---- Records to use
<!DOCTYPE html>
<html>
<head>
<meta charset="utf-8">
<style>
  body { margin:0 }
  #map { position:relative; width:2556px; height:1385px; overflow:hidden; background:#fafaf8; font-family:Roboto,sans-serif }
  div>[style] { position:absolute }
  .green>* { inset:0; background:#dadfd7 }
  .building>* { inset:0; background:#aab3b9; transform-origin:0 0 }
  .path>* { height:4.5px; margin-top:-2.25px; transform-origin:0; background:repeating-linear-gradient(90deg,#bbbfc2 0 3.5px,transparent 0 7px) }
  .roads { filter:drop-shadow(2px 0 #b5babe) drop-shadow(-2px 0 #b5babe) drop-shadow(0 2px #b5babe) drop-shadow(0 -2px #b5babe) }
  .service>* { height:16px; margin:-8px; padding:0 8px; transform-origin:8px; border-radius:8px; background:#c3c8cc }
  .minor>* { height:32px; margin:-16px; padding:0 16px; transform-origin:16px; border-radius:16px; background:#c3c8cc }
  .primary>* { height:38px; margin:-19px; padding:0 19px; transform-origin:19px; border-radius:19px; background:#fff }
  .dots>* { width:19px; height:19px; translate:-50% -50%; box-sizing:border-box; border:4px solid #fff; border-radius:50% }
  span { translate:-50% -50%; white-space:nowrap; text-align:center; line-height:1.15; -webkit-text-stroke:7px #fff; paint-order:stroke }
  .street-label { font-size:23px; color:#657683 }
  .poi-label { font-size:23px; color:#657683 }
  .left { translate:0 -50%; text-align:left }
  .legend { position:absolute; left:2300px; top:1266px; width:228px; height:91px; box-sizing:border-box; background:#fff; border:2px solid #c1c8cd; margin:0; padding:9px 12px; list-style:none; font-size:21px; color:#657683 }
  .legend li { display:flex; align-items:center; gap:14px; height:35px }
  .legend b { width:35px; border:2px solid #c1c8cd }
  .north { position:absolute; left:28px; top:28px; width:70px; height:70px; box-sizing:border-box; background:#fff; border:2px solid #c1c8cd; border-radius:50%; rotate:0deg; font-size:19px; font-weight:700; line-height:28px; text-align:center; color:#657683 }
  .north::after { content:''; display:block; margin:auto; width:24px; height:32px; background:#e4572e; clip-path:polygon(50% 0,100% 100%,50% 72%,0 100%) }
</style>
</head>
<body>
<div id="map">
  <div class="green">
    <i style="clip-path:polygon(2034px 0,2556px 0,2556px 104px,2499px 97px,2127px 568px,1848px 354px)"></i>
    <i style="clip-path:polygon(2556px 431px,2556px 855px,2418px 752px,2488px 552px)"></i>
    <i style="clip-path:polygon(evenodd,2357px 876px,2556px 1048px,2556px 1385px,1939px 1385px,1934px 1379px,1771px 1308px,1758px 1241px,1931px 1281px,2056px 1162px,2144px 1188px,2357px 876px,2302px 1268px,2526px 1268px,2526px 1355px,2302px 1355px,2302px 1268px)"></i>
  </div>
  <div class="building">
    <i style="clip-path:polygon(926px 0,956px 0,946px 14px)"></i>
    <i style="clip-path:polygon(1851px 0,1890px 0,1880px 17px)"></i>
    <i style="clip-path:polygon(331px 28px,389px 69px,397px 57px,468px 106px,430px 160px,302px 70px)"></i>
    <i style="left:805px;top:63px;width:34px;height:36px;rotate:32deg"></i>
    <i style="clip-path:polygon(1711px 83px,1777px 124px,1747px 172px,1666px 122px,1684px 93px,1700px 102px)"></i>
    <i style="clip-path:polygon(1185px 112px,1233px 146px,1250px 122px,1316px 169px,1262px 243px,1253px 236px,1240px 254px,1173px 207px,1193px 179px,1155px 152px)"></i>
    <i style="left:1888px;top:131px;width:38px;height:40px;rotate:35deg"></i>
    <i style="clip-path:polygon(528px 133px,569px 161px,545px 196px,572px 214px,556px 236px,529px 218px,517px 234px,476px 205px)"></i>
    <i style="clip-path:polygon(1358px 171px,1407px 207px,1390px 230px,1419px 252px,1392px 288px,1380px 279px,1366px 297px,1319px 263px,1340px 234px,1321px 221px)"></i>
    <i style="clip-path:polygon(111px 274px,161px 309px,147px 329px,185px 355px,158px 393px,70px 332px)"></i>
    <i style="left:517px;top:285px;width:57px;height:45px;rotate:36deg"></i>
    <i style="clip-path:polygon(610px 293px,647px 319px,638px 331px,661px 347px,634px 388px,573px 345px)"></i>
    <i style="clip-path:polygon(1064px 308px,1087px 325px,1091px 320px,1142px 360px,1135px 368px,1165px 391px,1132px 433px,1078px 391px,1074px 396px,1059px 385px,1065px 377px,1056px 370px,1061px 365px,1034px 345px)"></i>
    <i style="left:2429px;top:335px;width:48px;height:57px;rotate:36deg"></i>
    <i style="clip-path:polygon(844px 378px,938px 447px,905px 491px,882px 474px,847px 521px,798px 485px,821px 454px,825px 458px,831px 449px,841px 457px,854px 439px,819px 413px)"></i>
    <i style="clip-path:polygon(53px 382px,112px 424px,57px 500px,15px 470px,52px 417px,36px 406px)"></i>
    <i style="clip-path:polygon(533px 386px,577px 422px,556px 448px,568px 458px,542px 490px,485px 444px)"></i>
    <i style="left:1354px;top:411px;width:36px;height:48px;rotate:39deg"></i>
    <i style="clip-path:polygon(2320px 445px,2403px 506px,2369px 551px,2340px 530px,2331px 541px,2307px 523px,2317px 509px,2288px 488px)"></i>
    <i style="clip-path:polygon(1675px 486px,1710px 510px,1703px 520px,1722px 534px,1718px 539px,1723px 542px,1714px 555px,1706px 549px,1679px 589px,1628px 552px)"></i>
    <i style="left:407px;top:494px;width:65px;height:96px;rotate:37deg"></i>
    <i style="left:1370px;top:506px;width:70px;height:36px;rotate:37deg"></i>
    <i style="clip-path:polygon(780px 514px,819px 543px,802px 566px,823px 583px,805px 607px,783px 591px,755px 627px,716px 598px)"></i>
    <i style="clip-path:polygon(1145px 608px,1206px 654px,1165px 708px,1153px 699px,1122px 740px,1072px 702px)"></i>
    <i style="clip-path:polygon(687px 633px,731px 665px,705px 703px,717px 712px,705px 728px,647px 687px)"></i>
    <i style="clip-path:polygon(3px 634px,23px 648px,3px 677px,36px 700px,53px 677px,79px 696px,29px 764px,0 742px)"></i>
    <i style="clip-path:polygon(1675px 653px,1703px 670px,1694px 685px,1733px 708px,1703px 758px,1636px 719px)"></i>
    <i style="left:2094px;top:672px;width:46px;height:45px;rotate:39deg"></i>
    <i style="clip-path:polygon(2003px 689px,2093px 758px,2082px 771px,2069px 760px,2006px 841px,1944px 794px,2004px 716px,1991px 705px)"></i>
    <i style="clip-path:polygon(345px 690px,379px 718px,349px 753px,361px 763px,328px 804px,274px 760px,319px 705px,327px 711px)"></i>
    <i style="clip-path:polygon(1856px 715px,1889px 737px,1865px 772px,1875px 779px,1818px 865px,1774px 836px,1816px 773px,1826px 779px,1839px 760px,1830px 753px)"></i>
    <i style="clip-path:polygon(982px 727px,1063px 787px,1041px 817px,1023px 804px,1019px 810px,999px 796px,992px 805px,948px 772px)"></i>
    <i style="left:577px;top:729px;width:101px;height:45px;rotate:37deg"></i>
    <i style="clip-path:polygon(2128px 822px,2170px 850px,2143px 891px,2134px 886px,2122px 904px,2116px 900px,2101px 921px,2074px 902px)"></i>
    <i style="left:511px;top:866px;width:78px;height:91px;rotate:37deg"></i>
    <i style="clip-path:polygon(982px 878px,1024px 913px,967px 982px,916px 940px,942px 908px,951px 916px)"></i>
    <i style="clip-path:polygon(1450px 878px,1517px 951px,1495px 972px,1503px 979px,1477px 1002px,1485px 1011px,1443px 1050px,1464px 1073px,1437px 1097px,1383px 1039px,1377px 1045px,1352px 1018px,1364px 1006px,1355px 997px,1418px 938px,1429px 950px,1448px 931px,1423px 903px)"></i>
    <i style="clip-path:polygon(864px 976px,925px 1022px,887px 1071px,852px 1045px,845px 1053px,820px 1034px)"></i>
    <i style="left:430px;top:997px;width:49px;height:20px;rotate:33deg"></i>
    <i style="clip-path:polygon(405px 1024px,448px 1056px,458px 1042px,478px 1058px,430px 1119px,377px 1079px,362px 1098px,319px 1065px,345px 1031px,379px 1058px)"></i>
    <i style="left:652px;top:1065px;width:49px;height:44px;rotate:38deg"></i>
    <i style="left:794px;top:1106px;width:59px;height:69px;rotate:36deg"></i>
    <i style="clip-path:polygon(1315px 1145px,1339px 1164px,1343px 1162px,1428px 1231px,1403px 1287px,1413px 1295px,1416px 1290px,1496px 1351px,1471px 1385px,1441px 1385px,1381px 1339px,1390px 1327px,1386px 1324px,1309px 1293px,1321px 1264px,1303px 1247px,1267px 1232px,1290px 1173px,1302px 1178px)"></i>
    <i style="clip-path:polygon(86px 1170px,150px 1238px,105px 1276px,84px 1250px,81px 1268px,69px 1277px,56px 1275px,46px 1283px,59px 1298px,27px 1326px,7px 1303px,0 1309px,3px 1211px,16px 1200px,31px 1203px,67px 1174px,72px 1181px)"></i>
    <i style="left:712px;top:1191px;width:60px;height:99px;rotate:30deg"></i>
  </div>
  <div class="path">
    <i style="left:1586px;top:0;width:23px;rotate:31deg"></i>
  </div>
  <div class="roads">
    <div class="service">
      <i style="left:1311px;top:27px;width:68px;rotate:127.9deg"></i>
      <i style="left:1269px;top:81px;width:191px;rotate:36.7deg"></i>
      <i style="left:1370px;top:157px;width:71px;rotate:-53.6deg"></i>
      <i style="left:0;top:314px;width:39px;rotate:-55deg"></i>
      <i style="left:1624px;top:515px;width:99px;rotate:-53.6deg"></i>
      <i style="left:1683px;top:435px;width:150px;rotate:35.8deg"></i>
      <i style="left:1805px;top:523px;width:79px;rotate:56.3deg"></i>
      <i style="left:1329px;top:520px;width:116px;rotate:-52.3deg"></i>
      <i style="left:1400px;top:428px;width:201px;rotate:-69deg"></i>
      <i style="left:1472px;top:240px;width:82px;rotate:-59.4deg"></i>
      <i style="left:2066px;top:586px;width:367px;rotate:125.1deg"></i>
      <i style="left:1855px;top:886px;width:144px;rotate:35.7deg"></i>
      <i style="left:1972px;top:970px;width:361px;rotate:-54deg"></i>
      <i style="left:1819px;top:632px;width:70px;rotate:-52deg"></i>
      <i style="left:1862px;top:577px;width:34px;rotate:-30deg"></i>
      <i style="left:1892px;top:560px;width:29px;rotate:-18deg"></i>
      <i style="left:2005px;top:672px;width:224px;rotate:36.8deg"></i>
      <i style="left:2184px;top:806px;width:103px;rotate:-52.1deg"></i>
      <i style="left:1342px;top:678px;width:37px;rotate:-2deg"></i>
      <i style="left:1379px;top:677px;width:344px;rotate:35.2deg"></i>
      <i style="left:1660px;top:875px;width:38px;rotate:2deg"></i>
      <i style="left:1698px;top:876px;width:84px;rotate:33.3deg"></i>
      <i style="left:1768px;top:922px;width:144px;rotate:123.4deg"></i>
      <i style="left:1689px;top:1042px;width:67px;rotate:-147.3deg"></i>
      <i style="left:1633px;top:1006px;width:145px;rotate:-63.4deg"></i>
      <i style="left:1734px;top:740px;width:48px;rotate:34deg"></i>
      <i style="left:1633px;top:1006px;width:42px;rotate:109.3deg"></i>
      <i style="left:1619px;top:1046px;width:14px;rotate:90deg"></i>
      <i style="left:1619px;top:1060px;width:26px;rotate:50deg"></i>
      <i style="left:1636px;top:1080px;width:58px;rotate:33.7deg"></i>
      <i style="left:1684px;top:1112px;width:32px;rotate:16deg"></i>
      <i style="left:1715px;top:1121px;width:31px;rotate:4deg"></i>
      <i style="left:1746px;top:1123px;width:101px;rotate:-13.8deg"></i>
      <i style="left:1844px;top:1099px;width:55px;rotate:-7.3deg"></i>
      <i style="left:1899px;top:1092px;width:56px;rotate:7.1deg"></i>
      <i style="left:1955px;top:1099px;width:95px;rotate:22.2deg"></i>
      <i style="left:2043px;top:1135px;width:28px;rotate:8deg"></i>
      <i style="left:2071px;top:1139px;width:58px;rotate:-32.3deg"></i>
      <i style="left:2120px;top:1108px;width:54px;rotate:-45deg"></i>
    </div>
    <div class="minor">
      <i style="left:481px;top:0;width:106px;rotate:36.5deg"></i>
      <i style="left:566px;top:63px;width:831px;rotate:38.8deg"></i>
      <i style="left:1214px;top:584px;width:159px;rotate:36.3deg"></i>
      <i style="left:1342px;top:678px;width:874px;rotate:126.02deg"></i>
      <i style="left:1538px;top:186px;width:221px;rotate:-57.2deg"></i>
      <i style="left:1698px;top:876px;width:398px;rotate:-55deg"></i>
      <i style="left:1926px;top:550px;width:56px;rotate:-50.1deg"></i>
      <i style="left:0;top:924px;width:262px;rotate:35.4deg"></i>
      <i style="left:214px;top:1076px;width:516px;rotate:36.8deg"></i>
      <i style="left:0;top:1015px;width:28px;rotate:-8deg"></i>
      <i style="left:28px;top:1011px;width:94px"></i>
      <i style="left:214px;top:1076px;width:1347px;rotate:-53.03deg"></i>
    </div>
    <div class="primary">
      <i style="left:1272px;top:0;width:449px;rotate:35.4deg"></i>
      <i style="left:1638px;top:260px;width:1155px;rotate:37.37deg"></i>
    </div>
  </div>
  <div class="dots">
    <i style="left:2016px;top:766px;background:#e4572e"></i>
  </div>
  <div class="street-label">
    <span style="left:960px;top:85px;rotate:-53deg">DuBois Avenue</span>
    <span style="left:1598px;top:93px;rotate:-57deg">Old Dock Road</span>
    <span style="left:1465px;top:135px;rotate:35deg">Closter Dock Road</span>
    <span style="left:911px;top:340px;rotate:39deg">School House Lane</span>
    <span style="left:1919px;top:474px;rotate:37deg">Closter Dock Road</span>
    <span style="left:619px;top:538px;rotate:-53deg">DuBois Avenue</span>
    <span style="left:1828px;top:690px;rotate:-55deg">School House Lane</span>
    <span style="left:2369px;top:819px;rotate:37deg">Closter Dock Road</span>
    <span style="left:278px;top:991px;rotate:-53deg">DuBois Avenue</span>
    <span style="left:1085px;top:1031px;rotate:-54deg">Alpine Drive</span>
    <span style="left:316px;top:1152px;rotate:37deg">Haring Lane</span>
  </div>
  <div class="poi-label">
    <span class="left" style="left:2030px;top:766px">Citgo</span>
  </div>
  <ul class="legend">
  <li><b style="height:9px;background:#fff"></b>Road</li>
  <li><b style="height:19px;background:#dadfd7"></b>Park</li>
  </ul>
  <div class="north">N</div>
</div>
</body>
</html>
--------
### What is needed
Within the listing above, extract exactly the lines from the line with "inset:0; background:#aab3b9; transform-origin:0" to the line with "filter:drop-shadow(2px 0 #b5babe)", the two named lines included, and no others.

### Completed task
  .building>* { inset:0; background:#aab3b9; transform-origin:0 0 }
  .path>* { height:4.5px; margin-top:-2.25px; transform-origin:0; background:repeating-linear-gradient(90deg,#bbbfc2 0 3.5px,transparent 0 7px) }
  .roads { filter:drop-shadow(2px 0 #b5babe) drop-shadow(-2px 0 #b5babe) drop-shadow(0 2px #b5babe) drop-shadow(0 -2px #b5babe) }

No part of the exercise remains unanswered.